Work required: Go through the entries below and count the lines where the word "板倉直江津線" appears; give only the count.
^^^^
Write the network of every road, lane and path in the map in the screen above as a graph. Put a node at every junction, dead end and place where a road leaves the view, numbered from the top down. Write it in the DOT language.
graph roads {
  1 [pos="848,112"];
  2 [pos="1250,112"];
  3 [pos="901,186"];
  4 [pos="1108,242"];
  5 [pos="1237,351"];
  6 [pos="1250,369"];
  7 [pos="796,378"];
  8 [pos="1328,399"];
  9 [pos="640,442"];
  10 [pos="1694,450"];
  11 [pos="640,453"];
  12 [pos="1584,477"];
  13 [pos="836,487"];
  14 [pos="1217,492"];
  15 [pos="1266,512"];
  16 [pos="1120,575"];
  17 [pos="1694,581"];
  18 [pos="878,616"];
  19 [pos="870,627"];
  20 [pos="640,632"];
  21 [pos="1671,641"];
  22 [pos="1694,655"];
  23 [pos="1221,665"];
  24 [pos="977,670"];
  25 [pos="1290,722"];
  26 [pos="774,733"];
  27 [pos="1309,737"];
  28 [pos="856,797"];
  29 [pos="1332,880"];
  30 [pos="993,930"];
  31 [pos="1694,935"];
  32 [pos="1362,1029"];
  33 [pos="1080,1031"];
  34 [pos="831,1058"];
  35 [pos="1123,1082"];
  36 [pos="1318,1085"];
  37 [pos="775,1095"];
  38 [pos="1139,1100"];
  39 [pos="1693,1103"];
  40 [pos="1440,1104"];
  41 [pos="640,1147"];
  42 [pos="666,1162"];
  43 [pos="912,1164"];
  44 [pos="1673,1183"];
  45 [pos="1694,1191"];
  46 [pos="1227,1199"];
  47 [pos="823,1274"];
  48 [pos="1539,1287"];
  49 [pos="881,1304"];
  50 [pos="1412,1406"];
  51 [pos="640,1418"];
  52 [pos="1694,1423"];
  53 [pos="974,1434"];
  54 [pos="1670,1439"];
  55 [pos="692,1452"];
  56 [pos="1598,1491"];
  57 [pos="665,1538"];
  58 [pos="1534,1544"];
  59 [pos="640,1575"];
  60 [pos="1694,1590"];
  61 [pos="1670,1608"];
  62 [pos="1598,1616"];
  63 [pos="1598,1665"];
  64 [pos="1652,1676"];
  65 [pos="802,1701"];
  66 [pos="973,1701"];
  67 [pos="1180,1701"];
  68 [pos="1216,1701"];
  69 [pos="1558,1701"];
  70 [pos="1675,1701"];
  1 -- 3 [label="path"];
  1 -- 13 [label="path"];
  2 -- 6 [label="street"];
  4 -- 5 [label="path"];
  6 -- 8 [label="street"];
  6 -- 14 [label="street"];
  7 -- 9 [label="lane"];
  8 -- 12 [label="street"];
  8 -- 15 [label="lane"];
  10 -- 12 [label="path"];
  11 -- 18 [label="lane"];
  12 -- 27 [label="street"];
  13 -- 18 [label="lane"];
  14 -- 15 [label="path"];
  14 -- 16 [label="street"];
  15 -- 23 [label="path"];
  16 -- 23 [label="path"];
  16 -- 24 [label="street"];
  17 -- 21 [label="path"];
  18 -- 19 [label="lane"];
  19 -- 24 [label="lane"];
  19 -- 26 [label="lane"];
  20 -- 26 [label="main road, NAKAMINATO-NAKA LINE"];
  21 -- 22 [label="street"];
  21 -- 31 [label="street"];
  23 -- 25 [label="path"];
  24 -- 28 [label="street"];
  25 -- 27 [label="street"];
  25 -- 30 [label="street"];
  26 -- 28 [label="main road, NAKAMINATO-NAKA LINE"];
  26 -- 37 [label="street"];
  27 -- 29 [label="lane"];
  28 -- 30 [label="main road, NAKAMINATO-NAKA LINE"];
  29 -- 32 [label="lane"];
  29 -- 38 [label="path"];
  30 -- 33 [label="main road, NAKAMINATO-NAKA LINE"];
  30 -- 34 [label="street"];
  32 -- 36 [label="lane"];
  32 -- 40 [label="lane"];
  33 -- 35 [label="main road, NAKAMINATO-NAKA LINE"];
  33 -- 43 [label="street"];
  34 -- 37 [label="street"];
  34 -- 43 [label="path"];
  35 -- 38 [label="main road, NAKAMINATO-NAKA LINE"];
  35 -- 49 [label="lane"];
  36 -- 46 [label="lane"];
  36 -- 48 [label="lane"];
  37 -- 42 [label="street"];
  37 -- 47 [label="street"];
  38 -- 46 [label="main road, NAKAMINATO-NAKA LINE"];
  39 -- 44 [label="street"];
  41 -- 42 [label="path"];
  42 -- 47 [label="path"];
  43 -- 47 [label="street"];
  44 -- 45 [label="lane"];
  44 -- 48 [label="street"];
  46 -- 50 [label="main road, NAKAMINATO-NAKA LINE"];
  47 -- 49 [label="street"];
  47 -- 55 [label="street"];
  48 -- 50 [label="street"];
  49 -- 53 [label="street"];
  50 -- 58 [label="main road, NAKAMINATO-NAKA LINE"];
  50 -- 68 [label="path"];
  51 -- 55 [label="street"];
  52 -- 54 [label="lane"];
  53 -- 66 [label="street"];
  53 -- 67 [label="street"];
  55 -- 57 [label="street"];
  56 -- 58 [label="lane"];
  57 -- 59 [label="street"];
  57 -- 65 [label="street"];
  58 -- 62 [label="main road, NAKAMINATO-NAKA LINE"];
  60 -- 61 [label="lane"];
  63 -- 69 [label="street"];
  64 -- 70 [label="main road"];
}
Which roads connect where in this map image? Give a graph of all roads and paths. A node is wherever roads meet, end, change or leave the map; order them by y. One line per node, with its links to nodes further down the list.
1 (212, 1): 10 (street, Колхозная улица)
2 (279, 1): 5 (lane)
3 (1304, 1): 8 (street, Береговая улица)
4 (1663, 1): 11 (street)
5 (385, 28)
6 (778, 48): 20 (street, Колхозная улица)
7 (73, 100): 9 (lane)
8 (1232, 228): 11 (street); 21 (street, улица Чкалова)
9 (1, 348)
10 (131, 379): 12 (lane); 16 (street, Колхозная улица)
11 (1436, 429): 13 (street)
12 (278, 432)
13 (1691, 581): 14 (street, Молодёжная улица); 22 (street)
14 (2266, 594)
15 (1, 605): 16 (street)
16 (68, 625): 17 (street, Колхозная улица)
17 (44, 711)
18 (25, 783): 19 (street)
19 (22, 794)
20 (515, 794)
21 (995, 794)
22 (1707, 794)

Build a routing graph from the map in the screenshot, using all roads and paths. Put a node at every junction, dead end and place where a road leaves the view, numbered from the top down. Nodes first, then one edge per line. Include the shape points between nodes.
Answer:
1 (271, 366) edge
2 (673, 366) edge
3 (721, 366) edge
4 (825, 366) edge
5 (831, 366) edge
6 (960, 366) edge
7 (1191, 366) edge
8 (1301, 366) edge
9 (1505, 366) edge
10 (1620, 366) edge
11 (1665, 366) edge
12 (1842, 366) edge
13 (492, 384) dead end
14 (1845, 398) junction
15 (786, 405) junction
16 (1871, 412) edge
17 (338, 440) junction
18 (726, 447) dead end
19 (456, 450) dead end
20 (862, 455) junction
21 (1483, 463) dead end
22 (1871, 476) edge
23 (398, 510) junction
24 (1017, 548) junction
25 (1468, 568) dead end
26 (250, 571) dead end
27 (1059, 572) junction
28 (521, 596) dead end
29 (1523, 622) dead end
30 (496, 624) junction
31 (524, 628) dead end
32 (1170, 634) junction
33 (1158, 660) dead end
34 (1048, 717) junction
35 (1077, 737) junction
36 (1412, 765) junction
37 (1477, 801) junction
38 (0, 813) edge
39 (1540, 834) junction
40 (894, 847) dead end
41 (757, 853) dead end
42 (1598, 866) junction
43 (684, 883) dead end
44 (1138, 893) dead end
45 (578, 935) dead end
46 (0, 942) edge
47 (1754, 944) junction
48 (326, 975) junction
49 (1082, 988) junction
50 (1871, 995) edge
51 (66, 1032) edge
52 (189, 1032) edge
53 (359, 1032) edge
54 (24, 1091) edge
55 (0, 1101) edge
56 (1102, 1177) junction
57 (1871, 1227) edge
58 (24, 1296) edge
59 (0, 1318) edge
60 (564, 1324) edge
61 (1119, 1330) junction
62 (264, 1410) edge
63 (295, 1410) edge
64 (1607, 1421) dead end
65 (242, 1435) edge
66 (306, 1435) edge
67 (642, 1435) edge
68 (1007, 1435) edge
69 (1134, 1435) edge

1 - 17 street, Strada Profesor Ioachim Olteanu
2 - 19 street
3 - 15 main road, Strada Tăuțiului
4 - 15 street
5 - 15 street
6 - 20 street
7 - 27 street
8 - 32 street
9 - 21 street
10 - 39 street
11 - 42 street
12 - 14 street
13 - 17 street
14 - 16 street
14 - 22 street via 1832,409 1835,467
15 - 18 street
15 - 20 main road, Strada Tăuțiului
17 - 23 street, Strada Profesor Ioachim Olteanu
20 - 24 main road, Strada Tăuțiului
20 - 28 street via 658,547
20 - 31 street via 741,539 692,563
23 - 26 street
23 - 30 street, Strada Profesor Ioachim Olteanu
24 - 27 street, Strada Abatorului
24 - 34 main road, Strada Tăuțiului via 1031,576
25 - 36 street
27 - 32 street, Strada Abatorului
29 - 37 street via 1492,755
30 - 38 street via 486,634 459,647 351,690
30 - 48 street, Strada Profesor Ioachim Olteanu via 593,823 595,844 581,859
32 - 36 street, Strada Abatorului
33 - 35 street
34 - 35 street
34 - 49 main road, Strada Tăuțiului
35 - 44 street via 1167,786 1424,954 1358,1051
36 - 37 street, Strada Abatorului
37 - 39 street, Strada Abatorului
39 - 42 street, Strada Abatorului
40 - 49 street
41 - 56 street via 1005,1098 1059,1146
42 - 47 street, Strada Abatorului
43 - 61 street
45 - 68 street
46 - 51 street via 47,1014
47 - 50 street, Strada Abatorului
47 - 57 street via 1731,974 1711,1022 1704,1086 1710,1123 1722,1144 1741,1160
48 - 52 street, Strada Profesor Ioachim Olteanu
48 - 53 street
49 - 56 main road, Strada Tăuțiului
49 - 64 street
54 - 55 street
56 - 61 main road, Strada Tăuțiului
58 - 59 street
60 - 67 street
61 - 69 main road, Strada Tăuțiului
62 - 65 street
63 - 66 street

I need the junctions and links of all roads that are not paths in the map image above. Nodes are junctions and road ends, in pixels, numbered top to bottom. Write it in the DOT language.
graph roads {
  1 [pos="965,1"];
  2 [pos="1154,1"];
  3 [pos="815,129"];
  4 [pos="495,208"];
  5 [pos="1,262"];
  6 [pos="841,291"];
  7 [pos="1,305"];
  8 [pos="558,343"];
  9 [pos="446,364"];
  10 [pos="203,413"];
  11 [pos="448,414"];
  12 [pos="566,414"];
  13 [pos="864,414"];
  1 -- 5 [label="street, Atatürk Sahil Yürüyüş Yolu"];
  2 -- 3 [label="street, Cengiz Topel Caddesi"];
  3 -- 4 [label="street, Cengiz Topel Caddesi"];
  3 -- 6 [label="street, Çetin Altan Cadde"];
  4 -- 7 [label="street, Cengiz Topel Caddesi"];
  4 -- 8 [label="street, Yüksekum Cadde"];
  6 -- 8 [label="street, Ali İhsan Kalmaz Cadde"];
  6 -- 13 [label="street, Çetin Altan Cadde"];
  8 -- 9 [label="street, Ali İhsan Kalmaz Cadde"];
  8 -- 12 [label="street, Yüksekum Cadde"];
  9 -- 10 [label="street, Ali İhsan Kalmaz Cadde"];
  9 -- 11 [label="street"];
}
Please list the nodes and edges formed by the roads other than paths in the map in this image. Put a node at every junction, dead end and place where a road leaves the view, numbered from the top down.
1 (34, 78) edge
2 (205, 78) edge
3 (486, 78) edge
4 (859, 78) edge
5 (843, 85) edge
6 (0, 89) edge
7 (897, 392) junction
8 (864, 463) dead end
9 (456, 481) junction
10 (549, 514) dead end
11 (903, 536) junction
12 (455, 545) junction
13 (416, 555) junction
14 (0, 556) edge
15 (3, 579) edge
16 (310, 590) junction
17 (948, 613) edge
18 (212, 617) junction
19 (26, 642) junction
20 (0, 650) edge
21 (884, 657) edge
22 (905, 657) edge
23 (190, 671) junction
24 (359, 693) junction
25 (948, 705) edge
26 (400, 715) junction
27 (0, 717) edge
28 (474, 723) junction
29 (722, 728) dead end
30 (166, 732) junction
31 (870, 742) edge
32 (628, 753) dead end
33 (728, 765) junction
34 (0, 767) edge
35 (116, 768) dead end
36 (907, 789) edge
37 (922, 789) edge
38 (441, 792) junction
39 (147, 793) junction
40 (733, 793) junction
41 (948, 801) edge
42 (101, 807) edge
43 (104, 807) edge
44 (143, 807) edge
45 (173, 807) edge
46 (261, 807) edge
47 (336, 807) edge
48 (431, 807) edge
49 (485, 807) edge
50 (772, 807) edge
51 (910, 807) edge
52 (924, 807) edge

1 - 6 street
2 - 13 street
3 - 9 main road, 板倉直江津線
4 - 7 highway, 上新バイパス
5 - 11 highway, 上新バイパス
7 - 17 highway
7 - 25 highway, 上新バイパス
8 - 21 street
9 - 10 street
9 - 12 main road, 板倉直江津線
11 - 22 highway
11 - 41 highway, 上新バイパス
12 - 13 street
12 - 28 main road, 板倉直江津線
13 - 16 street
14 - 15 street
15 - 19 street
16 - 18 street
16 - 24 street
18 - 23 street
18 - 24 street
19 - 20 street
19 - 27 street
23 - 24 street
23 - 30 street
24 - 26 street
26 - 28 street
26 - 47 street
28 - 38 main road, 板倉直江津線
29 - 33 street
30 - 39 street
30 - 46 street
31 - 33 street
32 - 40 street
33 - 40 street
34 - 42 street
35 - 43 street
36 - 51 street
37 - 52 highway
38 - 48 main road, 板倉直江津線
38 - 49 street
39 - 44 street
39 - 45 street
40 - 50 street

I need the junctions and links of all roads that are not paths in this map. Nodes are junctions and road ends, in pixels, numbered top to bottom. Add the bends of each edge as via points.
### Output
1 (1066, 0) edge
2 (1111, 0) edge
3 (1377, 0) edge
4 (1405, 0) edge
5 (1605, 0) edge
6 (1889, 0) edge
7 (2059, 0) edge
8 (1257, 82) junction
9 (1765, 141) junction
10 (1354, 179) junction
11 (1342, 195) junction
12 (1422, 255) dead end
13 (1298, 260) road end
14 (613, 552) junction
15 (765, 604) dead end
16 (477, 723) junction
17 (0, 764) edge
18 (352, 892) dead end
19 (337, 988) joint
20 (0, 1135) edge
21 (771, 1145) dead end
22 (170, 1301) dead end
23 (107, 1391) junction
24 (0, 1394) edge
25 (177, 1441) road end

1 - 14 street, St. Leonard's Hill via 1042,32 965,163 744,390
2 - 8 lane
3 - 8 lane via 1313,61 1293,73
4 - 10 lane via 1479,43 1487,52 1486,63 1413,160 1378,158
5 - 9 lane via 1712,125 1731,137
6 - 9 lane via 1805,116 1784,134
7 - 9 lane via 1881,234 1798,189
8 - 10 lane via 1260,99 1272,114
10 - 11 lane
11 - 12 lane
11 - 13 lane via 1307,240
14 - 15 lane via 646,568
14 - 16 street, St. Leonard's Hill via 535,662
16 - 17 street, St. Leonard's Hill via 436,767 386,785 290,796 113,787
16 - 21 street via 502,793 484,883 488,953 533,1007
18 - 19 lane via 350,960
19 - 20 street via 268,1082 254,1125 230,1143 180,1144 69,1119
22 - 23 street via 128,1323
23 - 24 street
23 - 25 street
^^^^
Task response: 5